Required work
The lines below that include "Prison" are to be found and copied.

Record set
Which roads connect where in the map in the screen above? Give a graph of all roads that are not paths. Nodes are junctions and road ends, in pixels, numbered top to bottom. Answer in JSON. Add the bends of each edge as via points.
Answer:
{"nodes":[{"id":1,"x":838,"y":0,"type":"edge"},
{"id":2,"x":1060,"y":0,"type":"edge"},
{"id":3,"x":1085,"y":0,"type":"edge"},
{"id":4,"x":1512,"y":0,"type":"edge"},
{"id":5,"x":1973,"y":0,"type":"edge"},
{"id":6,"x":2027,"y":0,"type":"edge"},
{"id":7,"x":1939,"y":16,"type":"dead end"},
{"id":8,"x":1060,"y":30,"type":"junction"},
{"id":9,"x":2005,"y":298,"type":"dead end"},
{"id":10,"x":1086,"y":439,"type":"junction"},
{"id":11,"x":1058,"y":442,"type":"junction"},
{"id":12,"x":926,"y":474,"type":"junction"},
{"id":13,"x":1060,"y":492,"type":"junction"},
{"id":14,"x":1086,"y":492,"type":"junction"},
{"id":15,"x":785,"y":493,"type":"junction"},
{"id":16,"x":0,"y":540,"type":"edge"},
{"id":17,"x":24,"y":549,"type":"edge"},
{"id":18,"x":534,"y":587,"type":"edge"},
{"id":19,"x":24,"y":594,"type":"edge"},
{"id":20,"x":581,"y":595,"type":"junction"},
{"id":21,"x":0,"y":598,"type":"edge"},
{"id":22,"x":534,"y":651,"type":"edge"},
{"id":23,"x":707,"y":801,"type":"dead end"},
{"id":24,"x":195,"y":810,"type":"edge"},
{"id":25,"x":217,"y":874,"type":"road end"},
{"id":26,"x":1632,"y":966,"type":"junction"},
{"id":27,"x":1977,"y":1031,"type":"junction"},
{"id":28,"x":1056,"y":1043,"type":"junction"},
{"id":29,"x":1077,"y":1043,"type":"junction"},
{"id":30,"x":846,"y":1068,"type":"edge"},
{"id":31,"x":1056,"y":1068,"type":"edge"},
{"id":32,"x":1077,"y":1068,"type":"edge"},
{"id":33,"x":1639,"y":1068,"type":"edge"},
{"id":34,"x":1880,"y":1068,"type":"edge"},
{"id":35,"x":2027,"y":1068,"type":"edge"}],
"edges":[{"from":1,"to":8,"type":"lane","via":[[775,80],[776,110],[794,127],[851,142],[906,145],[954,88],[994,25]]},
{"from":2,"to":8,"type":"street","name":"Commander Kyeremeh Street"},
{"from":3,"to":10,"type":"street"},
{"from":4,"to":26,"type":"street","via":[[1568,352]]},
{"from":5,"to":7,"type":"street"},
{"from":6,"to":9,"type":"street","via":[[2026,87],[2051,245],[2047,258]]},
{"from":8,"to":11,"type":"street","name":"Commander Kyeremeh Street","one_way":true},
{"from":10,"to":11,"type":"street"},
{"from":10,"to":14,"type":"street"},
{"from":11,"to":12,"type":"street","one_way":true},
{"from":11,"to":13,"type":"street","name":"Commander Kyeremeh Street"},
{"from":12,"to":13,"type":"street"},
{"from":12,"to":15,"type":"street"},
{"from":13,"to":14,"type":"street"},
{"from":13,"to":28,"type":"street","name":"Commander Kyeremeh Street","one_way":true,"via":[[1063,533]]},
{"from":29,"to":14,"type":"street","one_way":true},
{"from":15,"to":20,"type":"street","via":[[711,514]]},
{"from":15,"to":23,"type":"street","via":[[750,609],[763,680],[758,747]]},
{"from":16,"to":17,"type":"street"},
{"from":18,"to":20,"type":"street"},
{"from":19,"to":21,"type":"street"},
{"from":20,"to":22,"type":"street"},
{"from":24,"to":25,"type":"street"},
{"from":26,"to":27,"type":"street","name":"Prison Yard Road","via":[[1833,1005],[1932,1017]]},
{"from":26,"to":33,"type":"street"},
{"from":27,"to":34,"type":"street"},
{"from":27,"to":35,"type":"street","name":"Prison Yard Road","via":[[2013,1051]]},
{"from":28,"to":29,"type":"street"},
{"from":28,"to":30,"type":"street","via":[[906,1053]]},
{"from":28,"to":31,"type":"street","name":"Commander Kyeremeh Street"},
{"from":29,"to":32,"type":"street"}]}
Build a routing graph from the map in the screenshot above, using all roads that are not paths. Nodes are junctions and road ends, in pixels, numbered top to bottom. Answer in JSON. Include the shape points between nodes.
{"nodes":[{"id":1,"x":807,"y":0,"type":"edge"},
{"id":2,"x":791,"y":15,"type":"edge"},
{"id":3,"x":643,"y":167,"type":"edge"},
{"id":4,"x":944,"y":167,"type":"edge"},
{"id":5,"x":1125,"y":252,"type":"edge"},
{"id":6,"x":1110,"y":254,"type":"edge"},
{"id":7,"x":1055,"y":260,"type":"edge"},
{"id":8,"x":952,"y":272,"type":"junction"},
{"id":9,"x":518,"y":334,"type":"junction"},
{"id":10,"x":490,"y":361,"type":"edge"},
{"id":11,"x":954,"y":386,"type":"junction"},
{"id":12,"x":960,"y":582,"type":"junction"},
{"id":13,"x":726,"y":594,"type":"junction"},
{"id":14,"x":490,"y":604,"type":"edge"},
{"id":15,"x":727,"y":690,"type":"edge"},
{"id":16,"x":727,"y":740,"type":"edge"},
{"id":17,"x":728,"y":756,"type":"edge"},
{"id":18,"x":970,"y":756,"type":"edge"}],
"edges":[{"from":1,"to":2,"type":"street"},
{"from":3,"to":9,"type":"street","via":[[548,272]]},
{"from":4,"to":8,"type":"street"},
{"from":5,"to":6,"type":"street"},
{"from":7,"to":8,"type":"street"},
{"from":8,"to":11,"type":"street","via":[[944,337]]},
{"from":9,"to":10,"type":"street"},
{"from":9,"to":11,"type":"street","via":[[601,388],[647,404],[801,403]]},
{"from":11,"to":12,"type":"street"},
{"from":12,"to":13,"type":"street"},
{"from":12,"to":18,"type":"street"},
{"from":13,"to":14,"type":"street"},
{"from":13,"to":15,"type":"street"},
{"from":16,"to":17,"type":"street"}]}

Output of the task
{"from":26,"to":27,"type":"street","name":"Prison Yard Road","via":[[1833,1005],[1932,1017]]},
{"from":27,"to":35,"type":"street","name":"Prison Yard Road","via":[[2013,1051]]},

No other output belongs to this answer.